She was told how the children of her family would come to the temple tank wearing red konakam- loincloth. They said that they looked so cute and charming- wearing the red ones- the ones that only children of the ____ community wore- and not what the Ambalavasis wore. The Ambalavasi children –wore the white ones…

Another story that was meant to regale was how her grandfather neglected acknowledging them during earlier days- in spite of being his kin- however he was overly attentive to the others from the ‘Big House.’ – implying that this was because of the latter's higher standing in society.  How they would wait eagerly to be noticed by the illustrious uncle- the grandfather - but never did and how they had felt so hurt. 

How her grandfather was so fond of wearing gold jewellery- multiple chains and rings…all this was said in a tone of apparent casual mention masking the veiled scorn. 

Then there was this other story of how he did not think twice about usurping a water pot that was gifted to his daughter at her wedding- which would have actually been so useful for the latter because she was to live in a place where water was scarce. 

She had also been advised to be kind and not  demand share of the family property and be generous to the said aunt!! Talk about crossing boundaries and that too based on false assumptions and in the pretext of being benevolent and compassionate.

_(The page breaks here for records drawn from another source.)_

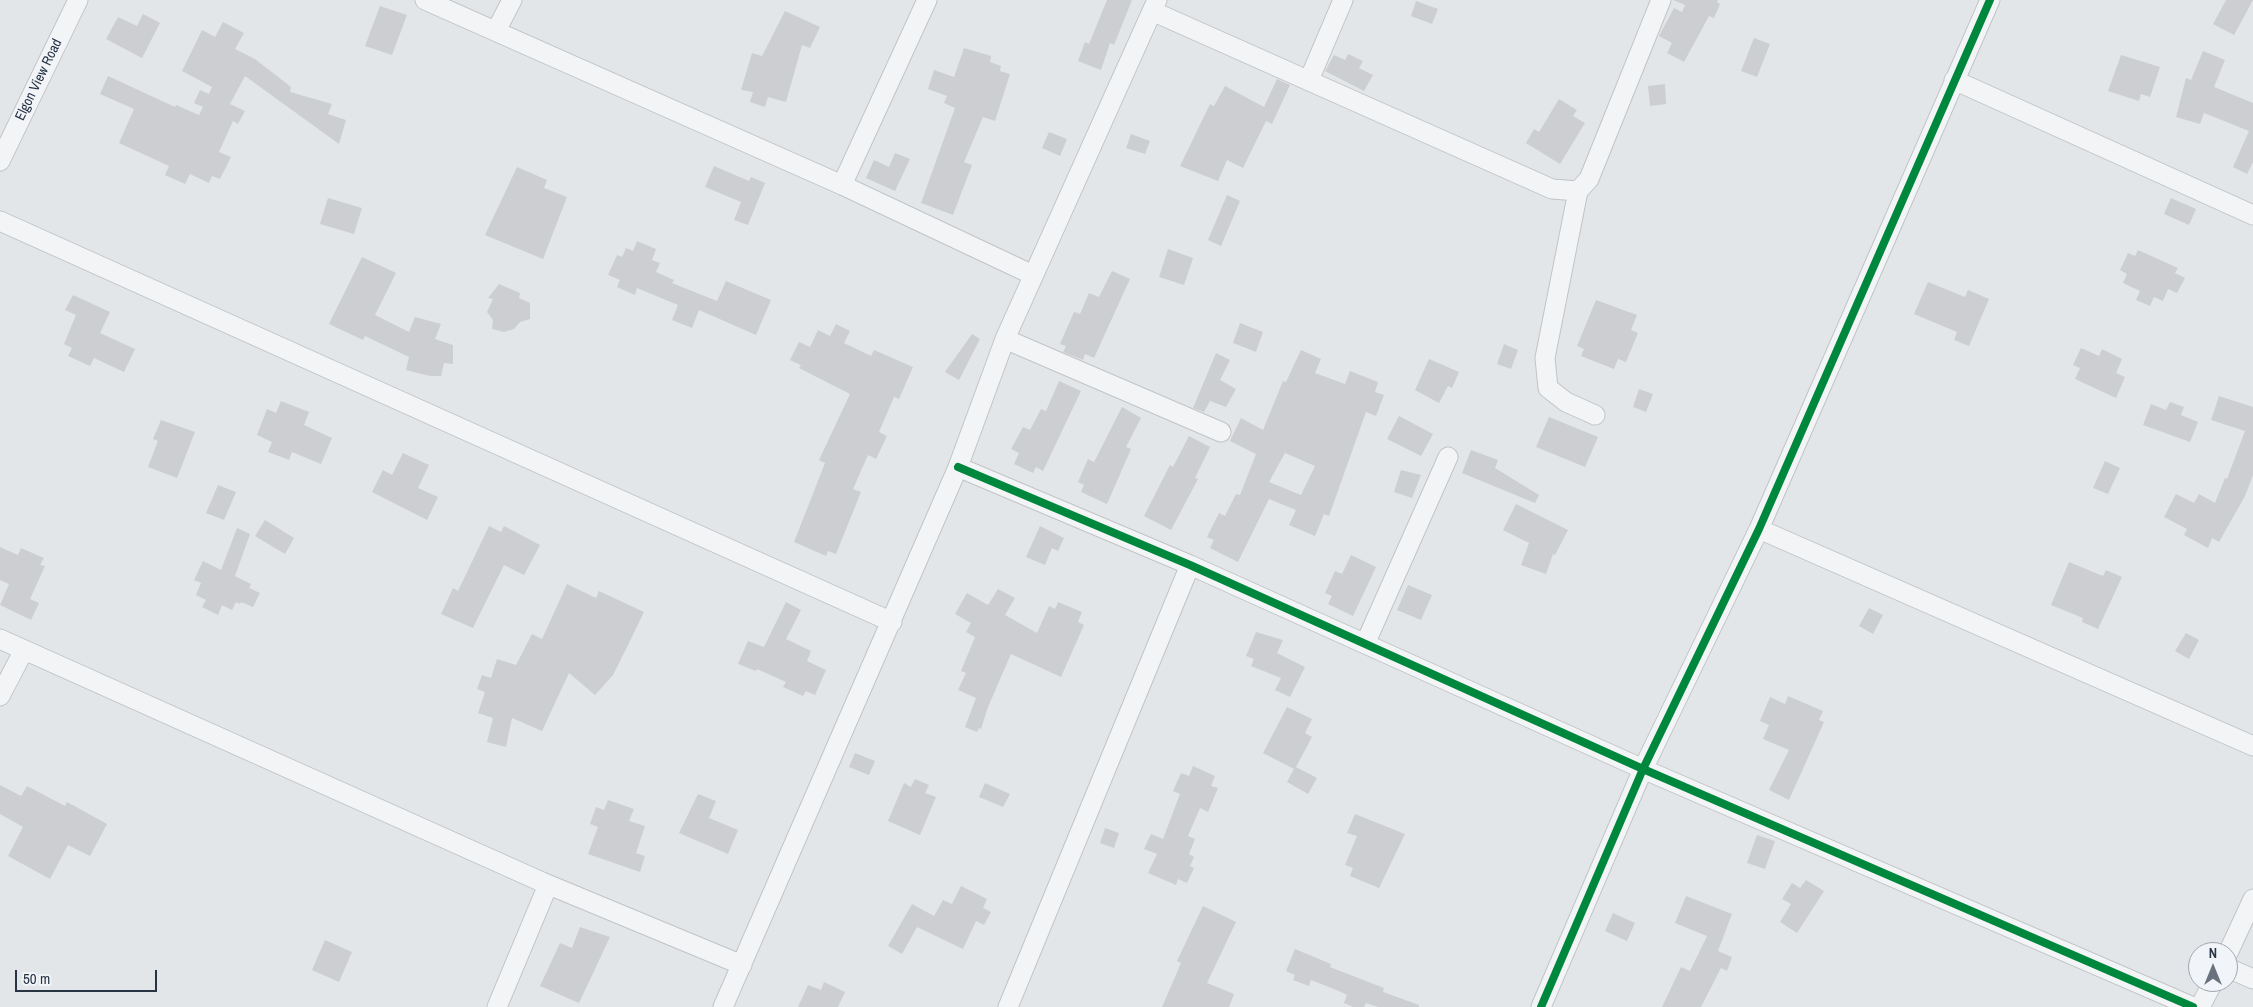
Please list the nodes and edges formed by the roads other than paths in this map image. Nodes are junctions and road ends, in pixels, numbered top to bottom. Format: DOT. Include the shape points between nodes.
graph roads {
  1 [pos="78,0"];
  2 [pos="425,0"];
  3 [pos="512,0"];
  4 [pos="927,0"];
  5 [pos="1342,0"];
  6 [pos="1661,0"];
  7 [pos="1990,0"];
  8 [pos="1155,6"];
  9 [pos="496,31"];
  10 [pos="1309,80"];
  11 [pos="1954,80"];
  12 [pos="0,161"];
  13 [pos="842,185"];
  14 [pos="1578,191"];
  15 [pos="2253,215"];
  16 [pos="0,221"];
  17 [pos="1033,275"];
  18 [pos="1005,339"];
  19 [pos="1595,415"];
  20 [pos="1221,432"];
  21 [pos="1448,457"];
  22 [pos="958,467"];
  23 [pos="1759,529"];
  24 [pos="1190,564"];
  25 [pos="892,622"];
  26 [pos="0,639"];
  27 [pos="1365,644"];
  28 [pos="24,650"];
  29 [pos="0,696"];
  30 [pos="2253,746"];
  31 [pos="1643,769"];
  32 [pos="548,885"];
  33 [pos="2253,899"];
  34 [pos="2233,942"];
  35 [pos="742,966"];
  36 [pos="2238,972"];
  37 [pos="2253,979"];
  38 [pos="2208,992"];
  39 [pos="497,1007"];
  40 [pos="723,1007"];
  41 [pos="1008,1007"];
  42 [pos="1541,1007"];
  43 [pos="2193,1007"];
  44 [pos="2200,1007"];
  1 -- 12 [label="street, Elgon View Road"];
  2 -- 9 [label="street"];
  3 -- 9 [label="street"];
  4 -- 13 [label="street"];
  5 -- 10 [label="street"];
  6 -- 14 [label="street" via="1589,179"];
  7 -- 11 [label="street"];
  8 -- 10 [label="street"];
  8 -- 17 [label="street"];
  9 -- 13 [label="street"];
  10 -- 14 [label="street" via="1552,188"];
  11 -- 15 [label="street"];
  11 -- 23 [label="street"];
  13 -- 17 [label="street"];
  14 -- 19 [label="street" via="1545,358 1548,388 1566,402"];
  16 -- 25 [label="street"];
  17 -- 18 [label="street"];
  18 -- 20 [label="street"];
  18 -- 22 [label="street"];
  21 -- 27 [label="street"];
  22 -- 24 [label="street"];
  22 -- 25 [label="street"];
  23 -- 30 [label="street"];
  23 -- 31 [label="street"];
  24 -- 27 [label="street"];
  24 -- 41 [label="street"];
  25 -- 35 [label="street"];
  26 -- 28 [label="street"];
  27 -- 31 [label="street"];
  28 -- 29 [label="street"];
  28 -- 32 [label="street"];
  31 -- 42 [label="street"];
  31 -- 43 [label="street"];
  32 -- 35 [label="street"];
  32 -- 39 [label="street"];
  33 -- 34 [label="street"];
  35 -- 40 [label="street"];
  36 -- 37 [label="street"];
  38 -- 44 [label="street"];
}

There was this other tale of how her proud grandmother had this infamous rivalry with another matriarch of the ‘Big House’. How they vied with each other for putting down the other- a constant show of one up man (woman?) ship.  All these stories were undoubtedly narrated with harmless intent and was being shared for mere conversation- and she had to sit there listening feeling very blessed to be privy to such enticing family lore. She was thus regaled by such stories of her family’s pettiness and foibles in a tone of benevolent banter.

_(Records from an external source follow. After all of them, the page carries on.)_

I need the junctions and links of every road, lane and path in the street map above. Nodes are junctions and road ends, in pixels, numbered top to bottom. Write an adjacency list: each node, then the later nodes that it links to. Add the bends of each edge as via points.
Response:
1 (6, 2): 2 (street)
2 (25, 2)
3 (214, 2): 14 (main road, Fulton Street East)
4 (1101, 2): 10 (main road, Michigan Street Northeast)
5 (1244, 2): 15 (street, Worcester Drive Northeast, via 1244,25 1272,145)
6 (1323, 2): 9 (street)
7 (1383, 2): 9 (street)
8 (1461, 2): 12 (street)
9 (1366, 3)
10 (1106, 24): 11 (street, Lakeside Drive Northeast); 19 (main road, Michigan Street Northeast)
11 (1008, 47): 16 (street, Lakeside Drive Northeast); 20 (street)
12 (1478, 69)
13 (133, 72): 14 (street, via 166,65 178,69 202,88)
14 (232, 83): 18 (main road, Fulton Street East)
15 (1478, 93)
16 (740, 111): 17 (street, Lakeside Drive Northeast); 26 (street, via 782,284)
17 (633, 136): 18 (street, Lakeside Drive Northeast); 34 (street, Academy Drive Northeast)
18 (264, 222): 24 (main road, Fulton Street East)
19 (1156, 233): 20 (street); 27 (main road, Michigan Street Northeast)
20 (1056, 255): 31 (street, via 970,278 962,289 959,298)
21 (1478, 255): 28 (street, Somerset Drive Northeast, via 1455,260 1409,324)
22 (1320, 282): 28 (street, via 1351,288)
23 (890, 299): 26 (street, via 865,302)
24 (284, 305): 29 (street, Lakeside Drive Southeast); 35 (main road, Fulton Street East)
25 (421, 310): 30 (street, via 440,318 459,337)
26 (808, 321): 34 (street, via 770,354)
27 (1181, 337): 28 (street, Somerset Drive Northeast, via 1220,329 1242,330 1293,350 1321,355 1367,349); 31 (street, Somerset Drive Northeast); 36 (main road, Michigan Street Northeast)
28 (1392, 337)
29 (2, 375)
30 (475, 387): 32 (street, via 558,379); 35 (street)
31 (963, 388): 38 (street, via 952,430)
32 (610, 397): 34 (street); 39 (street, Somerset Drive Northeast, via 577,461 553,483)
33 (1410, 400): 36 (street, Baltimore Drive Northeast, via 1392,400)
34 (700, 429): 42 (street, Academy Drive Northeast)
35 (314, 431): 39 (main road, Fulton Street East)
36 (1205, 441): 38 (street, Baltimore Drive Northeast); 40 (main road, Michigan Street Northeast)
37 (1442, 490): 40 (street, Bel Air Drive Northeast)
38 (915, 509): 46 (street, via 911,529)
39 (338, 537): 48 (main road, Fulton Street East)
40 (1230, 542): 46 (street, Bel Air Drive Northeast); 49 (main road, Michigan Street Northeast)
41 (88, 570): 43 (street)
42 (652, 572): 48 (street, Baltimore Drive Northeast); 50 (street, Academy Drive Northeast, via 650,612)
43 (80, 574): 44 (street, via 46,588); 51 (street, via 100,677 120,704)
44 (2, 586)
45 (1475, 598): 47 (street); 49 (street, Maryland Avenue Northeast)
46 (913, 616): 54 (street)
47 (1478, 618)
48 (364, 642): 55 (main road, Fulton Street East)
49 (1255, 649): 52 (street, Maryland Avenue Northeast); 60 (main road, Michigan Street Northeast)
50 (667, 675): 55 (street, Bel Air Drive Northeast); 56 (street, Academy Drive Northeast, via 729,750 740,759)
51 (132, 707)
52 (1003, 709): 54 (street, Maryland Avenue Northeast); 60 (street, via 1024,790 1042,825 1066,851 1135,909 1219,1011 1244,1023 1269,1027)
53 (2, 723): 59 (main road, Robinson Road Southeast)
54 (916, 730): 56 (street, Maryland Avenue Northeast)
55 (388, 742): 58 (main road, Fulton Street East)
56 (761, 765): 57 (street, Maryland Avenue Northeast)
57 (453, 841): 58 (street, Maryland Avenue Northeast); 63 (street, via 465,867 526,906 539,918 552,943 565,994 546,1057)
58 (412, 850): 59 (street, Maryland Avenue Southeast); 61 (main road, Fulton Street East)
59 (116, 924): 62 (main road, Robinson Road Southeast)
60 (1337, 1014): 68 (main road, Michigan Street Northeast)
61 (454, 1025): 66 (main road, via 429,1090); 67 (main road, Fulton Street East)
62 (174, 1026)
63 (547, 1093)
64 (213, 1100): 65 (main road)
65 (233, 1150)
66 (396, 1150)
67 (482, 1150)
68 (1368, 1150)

She used to get very incited in the earlier days because she had to listen to these stories attentively and with feigned interest. To have responded in any other manner would have been inappropriate. Her indignation would have been perceived as hypersensitivity, misunderstanding innocent banter as malicious- that was so not done, and so she would sit right there listening to the stories of her family’s indiscretions and foibles with amicable nods and a sagacious smile.

She was informed with a cheeky chuckle how the children of her family were called the ‘Dark pack’ because they were dusky in complexion – and hirsute to top- this was hilarious because while the ‘smooth, hairless band took pride in their ‘smooth skin’- her family sneered that the ‘hairless’ were butter skinned- including the men- because obviously to be macho one needed to be blessed with a fair amount of hair. So, Body shaming was the norm and was indulged in like there was no tomorrow-

Sensitivity, kindness, tact, compassion was gibberish- and for the ‘touch me nots’. To take offence to such ‘harmless’, ‘witty’ banter would have been sacrilegious. One would be labelled as intolerant, over sensitive, fussy, and temperamental to imagine insinuations in mundane conversations!

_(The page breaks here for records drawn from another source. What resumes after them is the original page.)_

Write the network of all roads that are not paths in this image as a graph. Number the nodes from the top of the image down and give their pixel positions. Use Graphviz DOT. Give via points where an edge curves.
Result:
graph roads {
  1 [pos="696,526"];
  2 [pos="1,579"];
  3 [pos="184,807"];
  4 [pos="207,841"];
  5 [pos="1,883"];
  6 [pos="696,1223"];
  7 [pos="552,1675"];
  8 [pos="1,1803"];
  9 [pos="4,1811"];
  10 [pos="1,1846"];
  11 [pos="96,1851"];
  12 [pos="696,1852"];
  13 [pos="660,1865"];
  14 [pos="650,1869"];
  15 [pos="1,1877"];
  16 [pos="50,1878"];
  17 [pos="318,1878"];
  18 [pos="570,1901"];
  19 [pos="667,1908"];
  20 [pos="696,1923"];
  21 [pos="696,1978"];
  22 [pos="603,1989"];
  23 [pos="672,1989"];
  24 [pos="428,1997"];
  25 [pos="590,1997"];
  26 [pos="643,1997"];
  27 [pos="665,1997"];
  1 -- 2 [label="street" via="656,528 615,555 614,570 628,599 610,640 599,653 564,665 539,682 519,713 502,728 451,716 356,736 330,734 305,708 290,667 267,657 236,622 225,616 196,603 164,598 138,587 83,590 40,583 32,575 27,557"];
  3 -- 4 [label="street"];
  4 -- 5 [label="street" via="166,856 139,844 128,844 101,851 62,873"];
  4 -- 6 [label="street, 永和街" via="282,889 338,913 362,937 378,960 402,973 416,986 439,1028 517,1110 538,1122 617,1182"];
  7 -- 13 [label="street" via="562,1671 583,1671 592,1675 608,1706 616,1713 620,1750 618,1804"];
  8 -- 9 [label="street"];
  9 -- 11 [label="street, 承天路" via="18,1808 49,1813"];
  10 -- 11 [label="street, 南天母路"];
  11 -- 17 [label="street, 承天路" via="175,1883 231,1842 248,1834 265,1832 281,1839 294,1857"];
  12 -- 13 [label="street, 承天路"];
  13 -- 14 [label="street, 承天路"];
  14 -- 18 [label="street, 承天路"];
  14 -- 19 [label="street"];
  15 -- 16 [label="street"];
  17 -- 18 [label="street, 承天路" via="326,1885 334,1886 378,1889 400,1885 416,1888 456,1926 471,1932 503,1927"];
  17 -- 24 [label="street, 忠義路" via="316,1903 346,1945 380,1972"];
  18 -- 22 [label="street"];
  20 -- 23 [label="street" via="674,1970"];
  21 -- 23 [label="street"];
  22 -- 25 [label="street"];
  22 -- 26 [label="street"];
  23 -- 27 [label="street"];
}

As a young bride, one was eager to impress with one’s housekeeping skills, cooking prowess. One went to extraordinary lengths to keep everything spic and span- but when the inspection retinue arrived- woe be to you- as if they would even notice the effort! The ‘benevolent’ family that they believed themselves to be, would rearrange every single thing in the house- including the delicates in her cupboards. Her saris would be cut up to sew curtains- without even a cursory ‘by your leave’. All the groceries would have changed places, and she would have to hunt for condiments in her own kitchen. One evening, when she had returned after an errand, the dining hall had been transformed  into the storeroom and vice versa .  

For years, she tried to convince herself that these were all acts of kindness and magnanimity. Eventually, when she had learnt to navigate her way through ‘housekeeping- they still found it necessary to guide her. Much later, when she finally asserted her freedom in her own home it was perceived as an act of rebellion!


Sanctuary- A Mirage

 


It is so evident- that sense of relief that they don’t have to bear with this kind of behaviour for too long- that they were glad that they had a place to run off to- to escape- to get away- a place that was so much more better. A life that was so much more alluring, so much more empowering . How did she feel about it- she tried to make some sense of her thoughts .

She had no such place to get away to- no place to return to- for this life was what she had to experience- there was no running away. This was the yarn that the tapestry of her life was made of. While she believed that she did not feel resentful- she did feel wistful. She felt that there was only so much that she could make the best of. There were boundaries that couldn’t be crossed. She realised that she had to accept her reality- and best without rancour, regret or resentment. 

Some conversations refused to be wiped away from memory- like the time when she overheard them saying how glad they were that they had made the decision to go away- far away from this place. That their home was elsewhere- they were willing to stretch themselves a bit now ad then because they had the reassurance of getting away soon- away from it all- to another world afar- a world of wishes and choices coming alive. She found herself wondering if she was living in a lesser place. 

Perhaps it was all a mirage where the grass always looks greener on the other side.   

She knew she had to make peace with her reality, convince herself that the existence of  a sanctuary was in the mind. 

Alter ego

 

When one has so much to tell, so much to express but one has no suitable listeners- at least not the kind one aspires for- because the ideal listener could only be oneself. However, the thoughts needs to be expelled- the words need to be uttered- albeit soundlessly. And when one writes it down in words- lo behold! It is like one has the ideal listeners arrayed right there in front - hanging on to every single articulation!  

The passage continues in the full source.